The programme has been growing steadily since the YouthBank 'seeds were imported from Ireland' in 2010, and Mariana, the Coordinator, is eager to encourage and develop that growth. Building on what has been a very successful year, she says 'it's now time to scale up to another level.'
The 2015 YouthBank Summer School was one of the highlights of the past year and for the 100 young people who attended from five districts across Moldova, representing the eight YouthBanks, it was an opportunity to come together under one umbrella, as one team, while sharing and learning from each other. Fostering a sense of inclusivity and common identity ran hand in hand with the celebration of diversity. Those in attendance had certainly plenty of experiences to share, having awarded grants to more than 90 projects and mobilised more than 2000 volunteers in 2015. The members are already looking forward to the 2016 Summer School in August.

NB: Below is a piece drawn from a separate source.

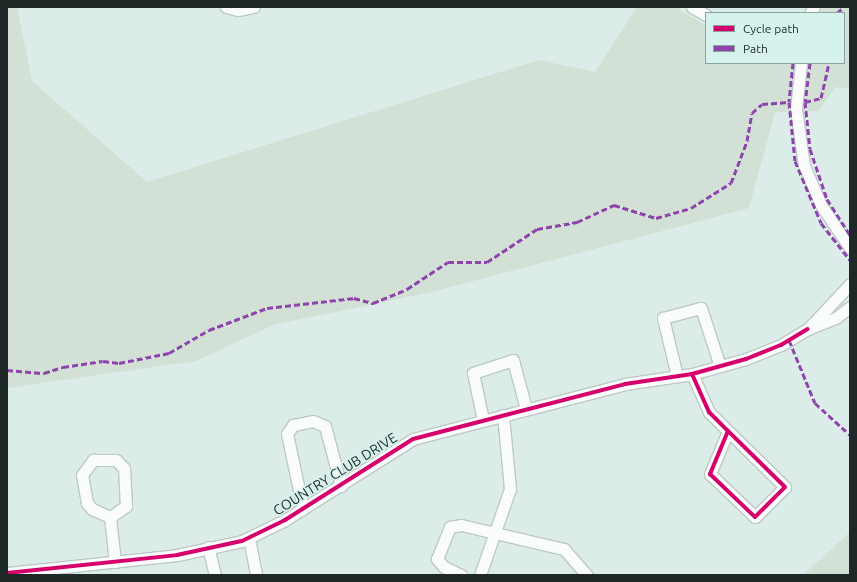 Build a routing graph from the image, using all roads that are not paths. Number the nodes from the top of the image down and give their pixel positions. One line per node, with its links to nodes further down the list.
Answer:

YouthBank International Autumn School 2015
Although a small country, young people have responded to the concept and ethos of the YouthBank model in different ways. Some of the most active and energised YouthBanks are located in the urban areas, with good involvement also from young people living in the buffer zone. According to Mariana, the culture of youth participation is not as great, however, in the north of the country and this has been identified as an area for direct work in 2016. Mariana hopes to establish a second YouthBank in this region. Plans are afoot to recruit local partners, to reach young people living in the area and organise an exchange study visit for them so that models of good practice can be shared.
Signing up to the YouthBank International Memorandum in May, was another step in the development of the Moldovan YouthBank Network. This has brought with it the opportunity to participate in international training events and exchanges, one of which enabled 20 young people from Moldova to meet with their Romanian counterparts. The exchange inspired and enthused those who took part, returning to their own programme with many new ideas.
A rich resource often lost to local YouthBanks is the YouthBank Alumni. This summer Mariana intends to meet with former YouthBank members who have since moved to the US, Italy and Romania. She hopes that they can bring new ideas and inspiration to the YouthBank in Moldova, and possibly investment or ideas for funding. She sees this cycle of succession as the power of YouthBank, adding to its sustainability and regrowth.
On the flipside of this coin there is a conscious effort being made, through the grant making programme this year, to target young people who are most vulnerable to forced migration, those who largely leave the country without skills or qualifications. The YouthBank Coordinator observes that migration is not always the best option, and a small grants programme in 2016 will target this group with the view to giving them hope in the opportunities in their own country, and the skills and confidence to create their own path as future entrepreneurs.
Inclusivity and reaching out to the most marginalised in society is a thread that runs through Mariana's account of YouthBank in Moldova with preparation already underway for a social awareness campaign targeting young people with disabilities and marginalized youth. Each YouthBank committee will tailor the campaign to their own area with a view to funding projects that enhance the lives of young people living with disabilities.
Mariana is looking forward to 2016 with optimism. She sees YouthBank as a 'movement of positive change' creating opportunities for young people and the development and mobilisation of their communities. Spreading the word among the corridors of big business and potential donors is always on the agenda, and not something that she or the members shy away from. By cultivating creativity, developing new skills and strengthening the capacity of members to fundraise and think about long term sustainability she feels YouthBank in Moldova is in a good position to take on the next challenge.